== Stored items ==
-------------------------

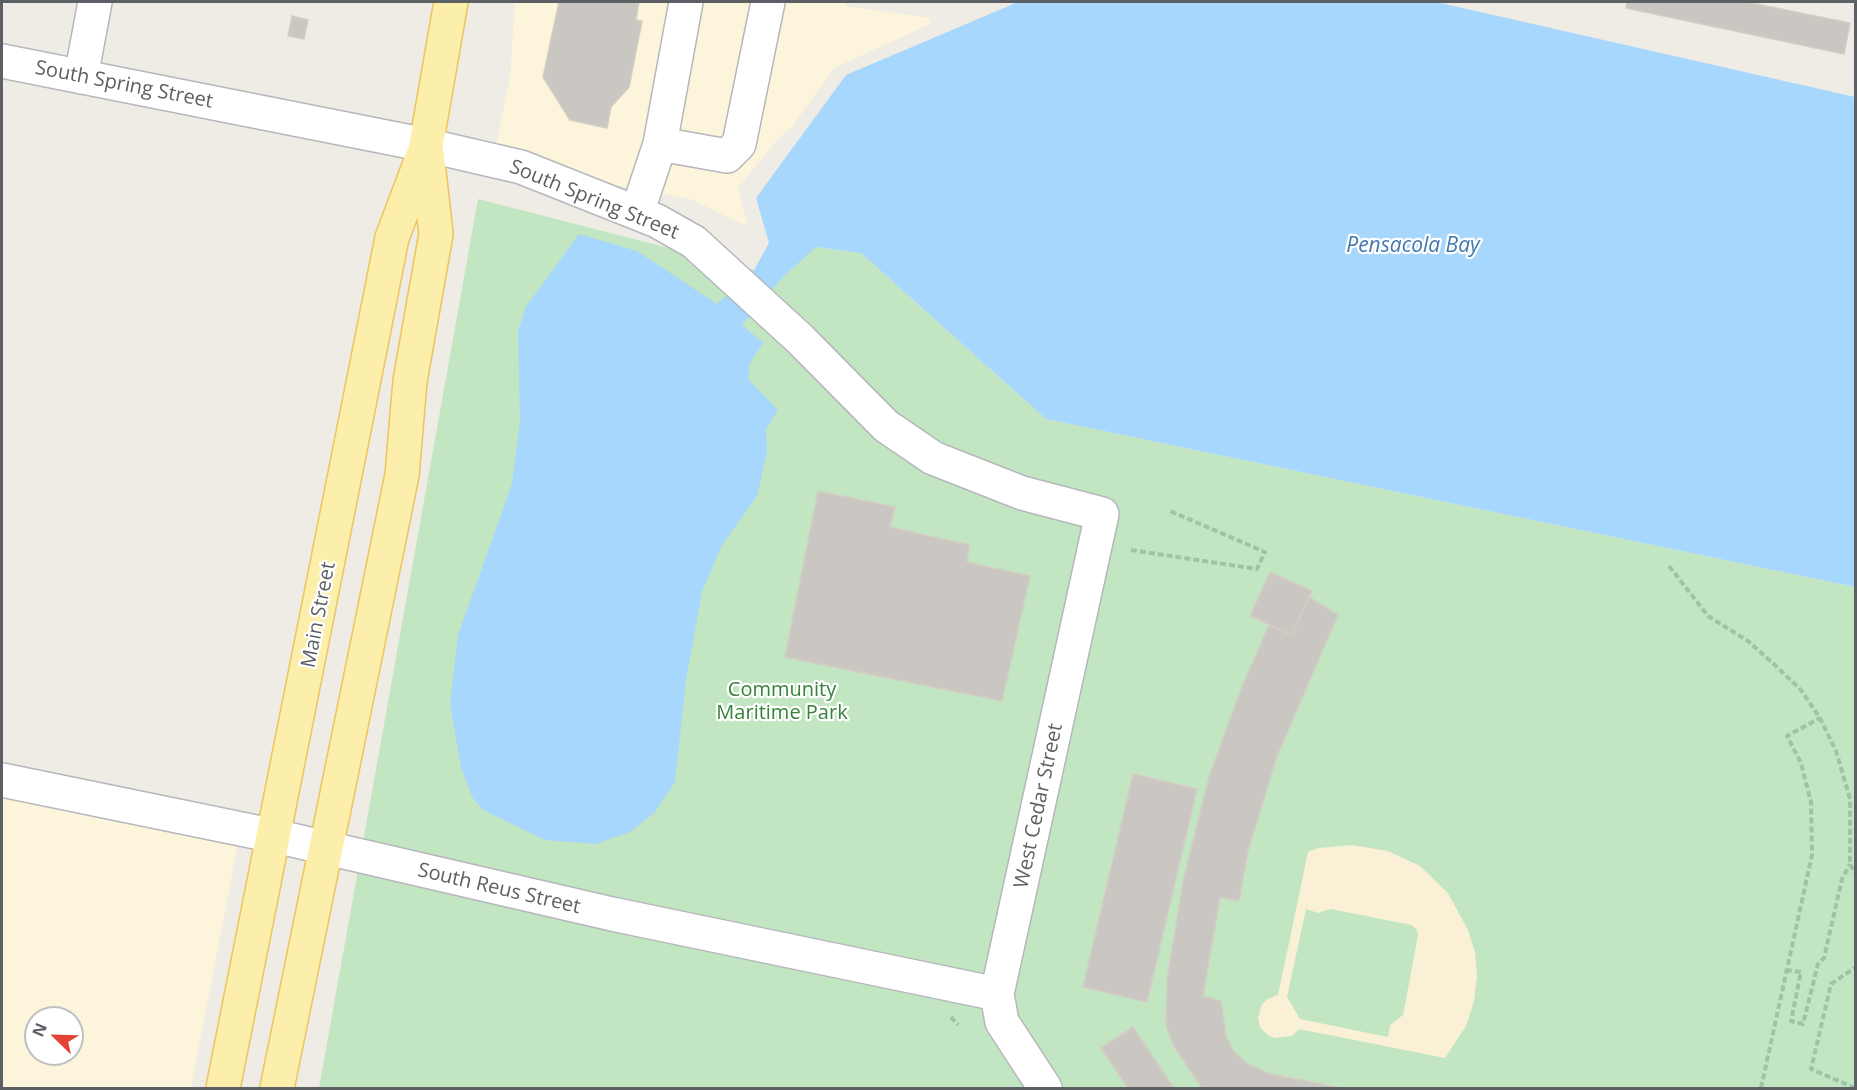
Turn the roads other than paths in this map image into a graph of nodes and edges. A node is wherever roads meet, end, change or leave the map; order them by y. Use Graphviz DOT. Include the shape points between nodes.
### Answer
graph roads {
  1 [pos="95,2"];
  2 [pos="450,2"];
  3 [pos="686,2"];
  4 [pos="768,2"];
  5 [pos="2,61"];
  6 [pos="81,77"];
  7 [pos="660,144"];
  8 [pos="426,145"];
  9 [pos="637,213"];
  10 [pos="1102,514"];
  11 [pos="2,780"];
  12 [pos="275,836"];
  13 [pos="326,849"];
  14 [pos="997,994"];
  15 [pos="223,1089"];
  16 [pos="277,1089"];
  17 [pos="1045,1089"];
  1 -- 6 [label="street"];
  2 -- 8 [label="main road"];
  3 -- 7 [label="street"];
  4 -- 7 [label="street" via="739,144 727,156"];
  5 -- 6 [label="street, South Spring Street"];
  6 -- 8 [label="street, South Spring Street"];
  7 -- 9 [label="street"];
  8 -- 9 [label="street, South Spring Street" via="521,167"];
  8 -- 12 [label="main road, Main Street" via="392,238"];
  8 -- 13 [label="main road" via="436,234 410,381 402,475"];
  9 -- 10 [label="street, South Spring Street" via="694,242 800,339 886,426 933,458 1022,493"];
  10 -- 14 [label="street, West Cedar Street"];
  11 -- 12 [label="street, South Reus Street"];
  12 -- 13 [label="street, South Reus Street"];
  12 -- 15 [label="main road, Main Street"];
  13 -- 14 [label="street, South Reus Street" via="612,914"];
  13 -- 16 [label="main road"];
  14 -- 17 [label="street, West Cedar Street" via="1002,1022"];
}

-------------------------

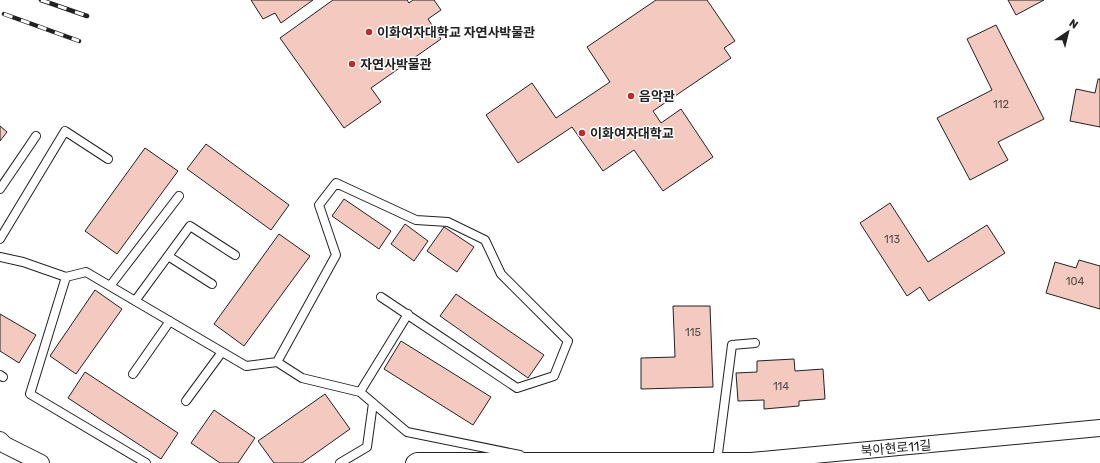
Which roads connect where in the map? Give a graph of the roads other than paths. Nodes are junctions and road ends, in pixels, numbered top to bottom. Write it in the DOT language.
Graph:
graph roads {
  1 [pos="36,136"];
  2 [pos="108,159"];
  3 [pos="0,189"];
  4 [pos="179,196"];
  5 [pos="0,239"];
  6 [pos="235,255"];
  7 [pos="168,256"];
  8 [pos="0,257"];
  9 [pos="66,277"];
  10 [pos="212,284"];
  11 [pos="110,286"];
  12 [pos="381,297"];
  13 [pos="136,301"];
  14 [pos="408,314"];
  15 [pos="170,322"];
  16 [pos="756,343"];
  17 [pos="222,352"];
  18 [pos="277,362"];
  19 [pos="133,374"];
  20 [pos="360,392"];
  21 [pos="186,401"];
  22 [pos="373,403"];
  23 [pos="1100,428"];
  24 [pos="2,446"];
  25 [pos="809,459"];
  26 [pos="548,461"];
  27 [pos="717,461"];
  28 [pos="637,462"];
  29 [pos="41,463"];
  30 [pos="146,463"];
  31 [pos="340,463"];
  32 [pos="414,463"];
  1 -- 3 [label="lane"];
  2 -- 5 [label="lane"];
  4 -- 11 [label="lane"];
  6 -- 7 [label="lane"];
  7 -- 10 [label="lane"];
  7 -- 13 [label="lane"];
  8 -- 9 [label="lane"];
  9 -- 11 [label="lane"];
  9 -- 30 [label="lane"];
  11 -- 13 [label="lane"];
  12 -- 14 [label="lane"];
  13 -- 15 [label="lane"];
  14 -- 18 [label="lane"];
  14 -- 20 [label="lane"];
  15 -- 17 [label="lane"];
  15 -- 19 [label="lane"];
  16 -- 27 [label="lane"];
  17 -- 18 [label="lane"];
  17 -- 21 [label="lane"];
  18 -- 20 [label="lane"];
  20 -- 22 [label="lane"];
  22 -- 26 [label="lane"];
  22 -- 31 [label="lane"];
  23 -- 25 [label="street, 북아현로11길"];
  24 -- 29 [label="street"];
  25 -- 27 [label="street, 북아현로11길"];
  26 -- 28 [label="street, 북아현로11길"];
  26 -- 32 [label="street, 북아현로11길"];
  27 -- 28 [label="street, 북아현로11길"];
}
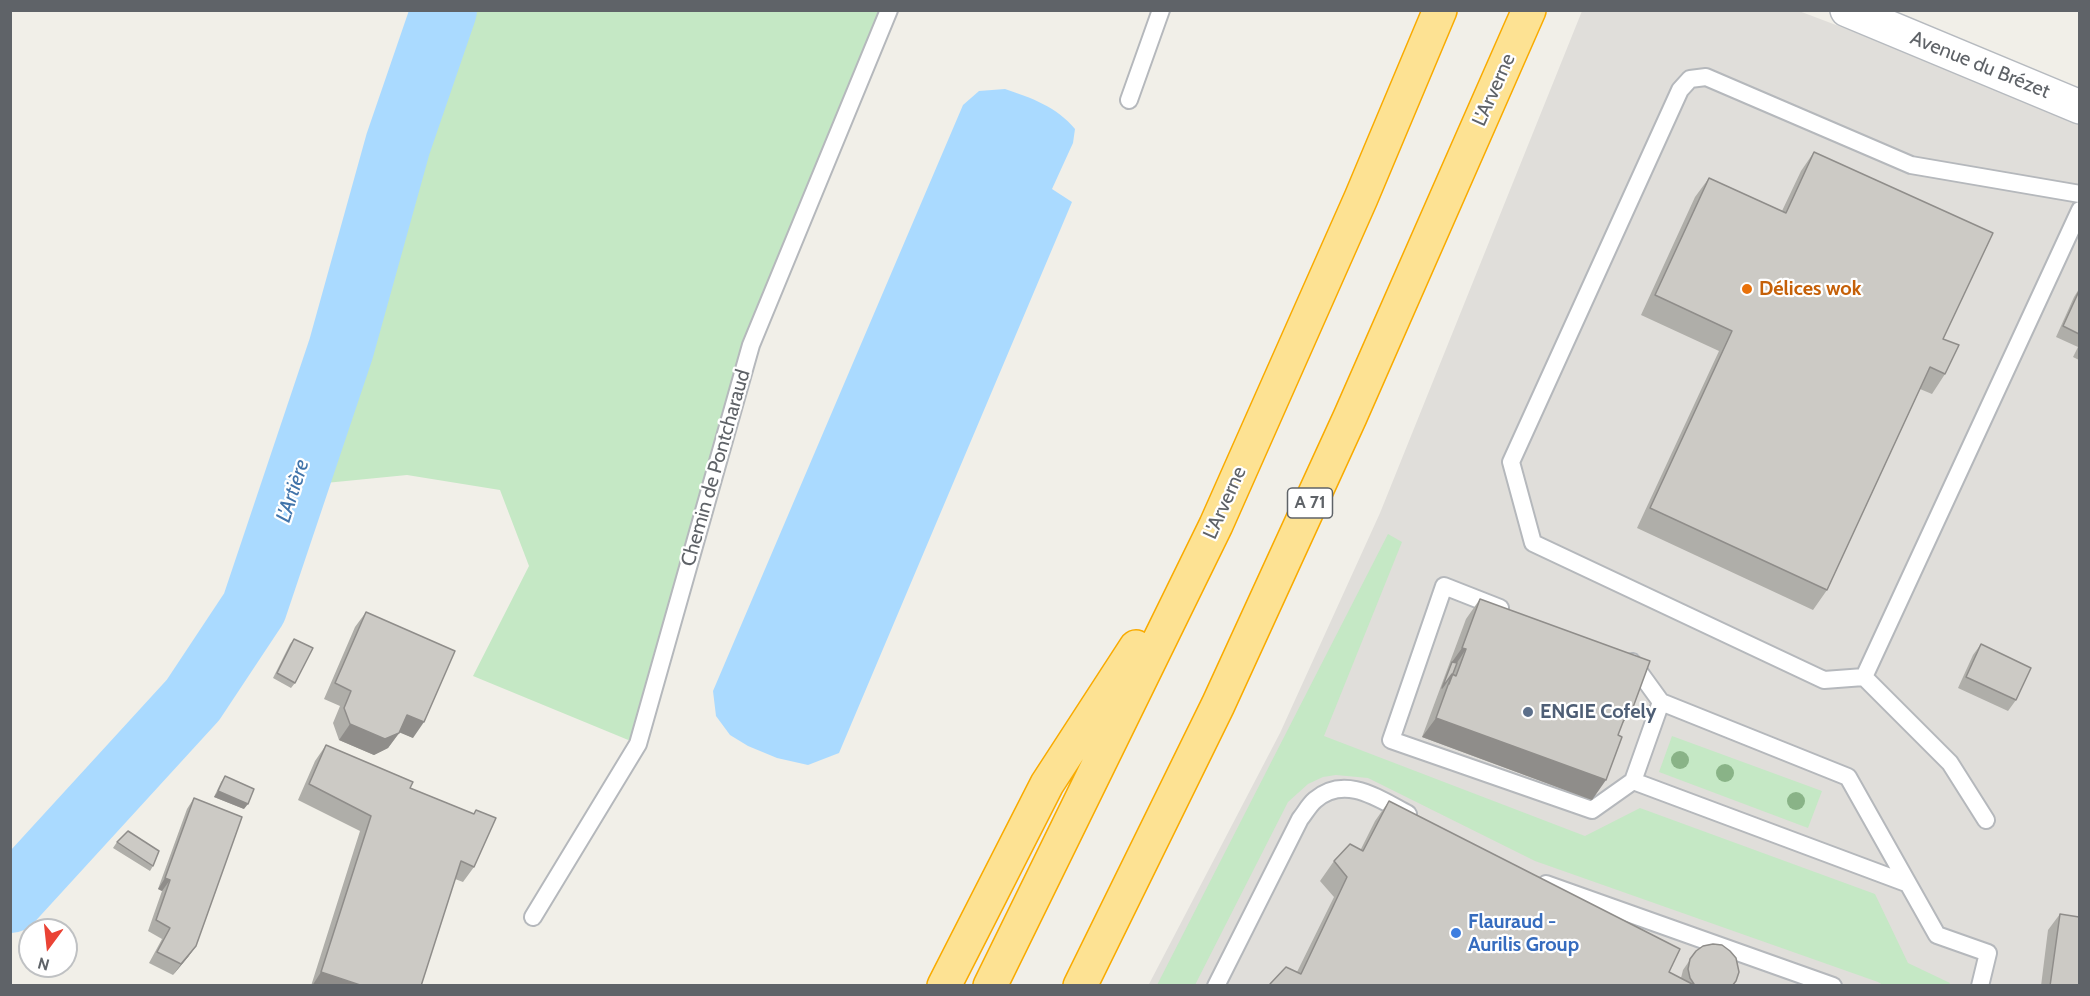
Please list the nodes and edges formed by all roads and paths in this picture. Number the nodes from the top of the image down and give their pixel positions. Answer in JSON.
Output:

-------------------------

Please copy every line of the data that carries the string "image".

Turn the roads other than paths in this map image into a graph of nodes and edges. A node is wherever roads meet, end, change or leave the map; order them by y. Use Graphviz DOT. Include the shape points between nodes.
Please list the nodes and edges formed by all roads and paths in this picture. Number the nodes from the top of the image down and give their pixel positions. Answer in JSON.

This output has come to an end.